Here’s a good summary article by columnist Andrew Cassel about the conflicting statistics that have been released this week called [The Economy | Volatility telling us something? [Philadelphia Enquirer]](http://www.philly.com/mld/inquirer/business/13287854.htm?template=cobrandArticleTemplate.jsp) It lays out all the arguments pro and con. He says:

>I tell you, some weeks you risk whiplash
>just reading the economic news.

“Such discordance isn’t uncommon in economic statistics-gathering. Data can appear out of whack for a month or two because of reporting problems, or because something – a holiday, say, or bad weather – disrupts the normal flow of sales for a few weeks.
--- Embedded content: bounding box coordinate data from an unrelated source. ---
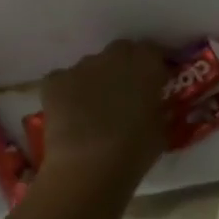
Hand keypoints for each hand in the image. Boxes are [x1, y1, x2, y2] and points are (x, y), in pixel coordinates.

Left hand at [37, 40, 167, 188]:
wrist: (88, 168)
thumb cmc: (135, 150)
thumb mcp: (163, 129)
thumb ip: (160, 108)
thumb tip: (156, 105)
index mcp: (146, 64)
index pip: (154, 51)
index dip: (154, 66)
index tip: (157, 82)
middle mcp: (114, 57)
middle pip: (122, 51)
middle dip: (126, 65)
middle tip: (127, 91)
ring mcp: (82, 67)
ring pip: (93, 65)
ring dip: (98, 78)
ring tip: (96, 106)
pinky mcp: (55, 81)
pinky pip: (64, 79)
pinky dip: (69, 90)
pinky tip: (72, 112)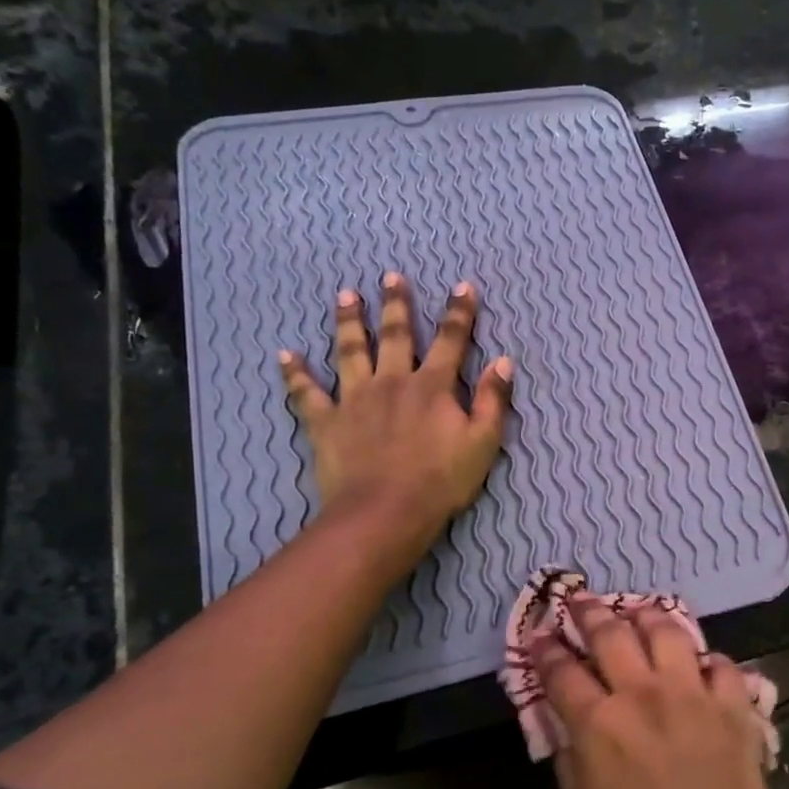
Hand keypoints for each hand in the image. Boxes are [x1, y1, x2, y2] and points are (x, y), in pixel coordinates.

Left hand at [279, 273, 511, 564]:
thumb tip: (503, 361)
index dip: (459, 313)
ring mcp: (355, 399)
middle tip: (390, 276)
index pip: (450, 340)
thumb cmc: (441, 481)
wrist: (386, 513)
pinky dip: (295, 374)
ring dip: (348, 322)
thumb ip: (492, 400)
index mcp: (432, 386)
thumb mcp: (483, 443)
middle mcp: (392, 382)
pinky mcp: (326, 422)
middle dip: (396, 304)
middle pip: (395, 335)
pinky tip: (285, 355)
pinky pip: (306, 393)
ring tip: (345, 296)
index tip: (462, 286)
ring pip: (350, 351)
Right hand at [538, 601, 788, 788]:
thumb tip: (566, 723)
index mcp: (598, 725)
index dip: (545, 649)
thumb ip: (570, 760)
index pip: (561, 672)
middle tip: (579, 599)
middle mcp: (643, 695)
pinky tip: (700, 665)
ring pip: (666, 631)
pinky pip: (720, 664)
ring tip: (637, 611)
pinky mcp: (733, 706)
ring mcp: (692, 695)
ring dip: (646, 615)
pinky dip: (707, 660)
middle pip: (610, 634)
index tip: (539, 635)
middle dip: (588, 611)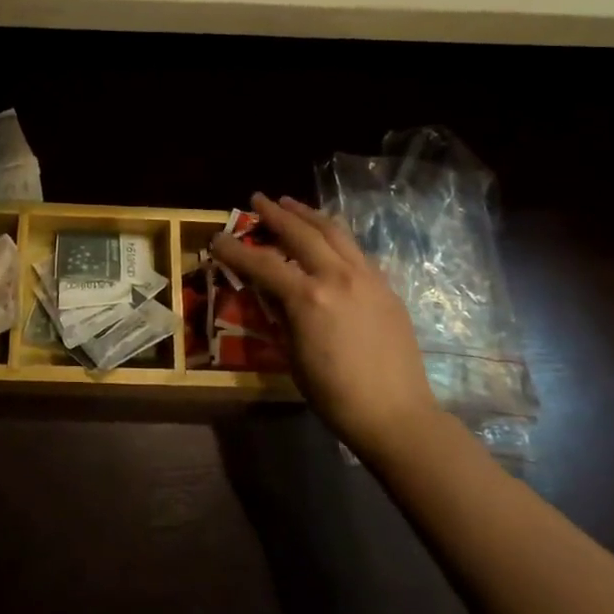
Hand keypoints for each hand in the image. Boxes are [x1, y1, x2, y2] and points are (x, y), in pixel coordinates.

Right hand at [210, 192, 441, 461]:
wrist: (396, 414)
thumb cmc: (335, 394)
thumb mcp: (293, 355)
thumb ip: (280, 314)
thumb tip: (266, 287)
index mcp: (308, 297)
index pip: (262, 263)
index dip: (235, 250)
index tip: (217, 238)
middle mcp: (337, 276)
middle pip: (301, 232)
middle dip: (275, 213)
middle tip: (257, 199)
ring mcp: (366, 277)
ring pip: (334, 231)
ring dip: (308, 214)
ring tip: (291, 204)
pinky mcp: (385, 286)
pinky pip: (355, 250)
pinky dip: (334, 235)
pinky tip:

That’s why economists like to focus on longer-term trends, averaging changes over three months, six months or a year.”

The increased volatility, he suggests, could either mean that buyers are rushing to lock in on low mortgage rates so this could be a short term improvement or this is the sign of something far more severe since housing is connected to a large portion of the economy.

For a detailed analysis on why the New Home Sales data is statistically flawed, then a must read is Barry Ritholtz’s Big Picture blog post: [New Home Sales Data: Don’t rely On It Either](http://bigpicture.typepad.com/comments/2005/11/new_home_sales__1.html)

It seems to me that everyone is so honed in on anything that has to do with housing, that every month we go through this scenario, trying to recognize the inner meaning between the existing home sales stats and the new-home sales stats that we don’t know which end is up. I for one have been very leery of these stats for a while, especially when reviewing them on a month by month basis. New home sales are a small sample size and existing home sales are about 60 days behind the market. The two mixed together make for strange results.